### DATA FOR THIS TASK
++++++++++++++++++++
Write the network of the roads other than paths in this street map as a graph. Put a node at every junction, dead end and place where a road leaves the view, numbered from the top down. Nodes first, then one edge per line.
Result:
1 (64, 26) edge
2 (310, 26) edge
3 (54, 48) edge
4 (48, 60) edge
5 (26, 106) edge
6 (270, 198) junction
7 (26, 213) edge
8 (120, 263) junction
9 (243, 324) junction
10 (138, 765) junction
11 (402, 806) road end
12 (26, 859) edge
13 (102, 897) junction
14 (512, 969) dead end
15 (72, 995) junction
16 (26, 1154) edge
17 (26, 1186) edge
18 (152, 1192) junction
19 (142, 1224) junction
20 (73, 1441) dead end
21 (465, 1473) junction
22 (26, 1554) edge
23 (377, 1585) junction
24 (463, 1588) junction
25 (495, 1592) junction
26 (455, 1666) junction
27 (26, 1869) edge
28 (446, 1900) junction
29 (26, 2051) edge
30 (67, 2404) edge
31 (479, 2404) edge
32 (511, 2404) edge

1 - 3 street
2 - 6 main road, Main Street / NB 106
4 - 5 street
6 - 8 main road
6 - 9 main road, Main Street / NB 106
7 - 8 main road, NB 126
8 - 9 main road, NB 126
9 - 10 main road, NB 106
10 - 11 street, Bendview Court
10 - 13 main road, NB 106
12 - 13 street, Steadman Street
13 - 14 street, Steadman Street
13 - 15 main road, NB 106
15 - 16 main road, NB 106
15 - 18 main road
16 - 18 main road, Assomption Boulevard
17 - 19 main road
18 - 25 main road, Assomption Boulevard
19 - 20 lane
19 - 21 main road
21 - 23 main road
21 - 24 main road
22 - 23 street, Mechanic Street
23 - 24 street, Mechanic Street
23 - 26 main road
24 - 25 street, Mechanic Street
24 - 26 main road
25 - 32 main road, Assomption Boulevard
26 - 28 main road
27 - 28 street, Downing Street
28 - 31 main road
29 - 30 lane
++++++++++++++++++++
### WORK ORDER
Each line of the records above should be copied exactly.

### RESPONSE TO THE EXERCISE
Write the network of the roads other than paths in this street map as a graph. Put a node at every junction, dead end and place where a road leaves the view, numbered from the top down. Nodes first, then one edge per line.
Result:
1 (64, 26) edge
2 (310, 26) edge
3 (54, 48) edge
4 (48, 60) edge
5 (26, 106) edge
6 (270, 198) junction
7 (26, 213) edge
8 (120, 263) junction
9 (243, 324) junction
10 (138, 765) junction
11 (402, 806) road end
12 (26, 859) edge
13 (102, 897) junction
14 (512, 969) dead end
15 (72, 995) junction
16 (26, 1154) edge
17 (26, 1186) edge
18 (152, 1192) junction
19 (142, 1224) junction
20 (73, 1441) dead end
21 (465, 1473) junction
22 (26, 1554) edge
23 (377, 1585) junction
24 (463, 1588) junction
25 (495, 1592) junction
26 (455, 1666) junction
27 (26, 1869) edge
28 (446, 1900) junction
29 (26, 2051) edge
30 (67, 2404) edge
31 (479, 2404) edge
32 (511, 2404) edge

1 - 3 street
2 - 6 main road, Main Street / NB 106
4 - 5 street
6 - 8 main road
6 - 9 main road, Main Street / NB 106
7 - 8 main road, NB 126
8 - 9 main road, NB 126
9 - 10 main road, NB 106
10 - 11 street, Bendview Court
10 - 13 main road, NB 106
12 - 13 street, Steadman Street
13 - 14 street, Steadman Street
13 - 15 main road, NB 106
15 - 16 main road, NB 106
15 - 18 main road
16 - 18 main road, Assomption Boulevard
17 - 19 main road
18 - 25 main road, Assomption Boulevard
19 - 20 lane
19 - 21 main road
21 - 23 main road
21 - 24 main road
22 - 23 street, Mechanic Street
23 - 24 street, Mechanic Street
23 - 26 main road
24 - 25 street, Mechanic Street
24 - 26 main road
25 - 32 main road, Assomption Boulevard
26 - 28 main road
27 - 28 street, Downing Street
28 - 31 main road
29 - 30 lane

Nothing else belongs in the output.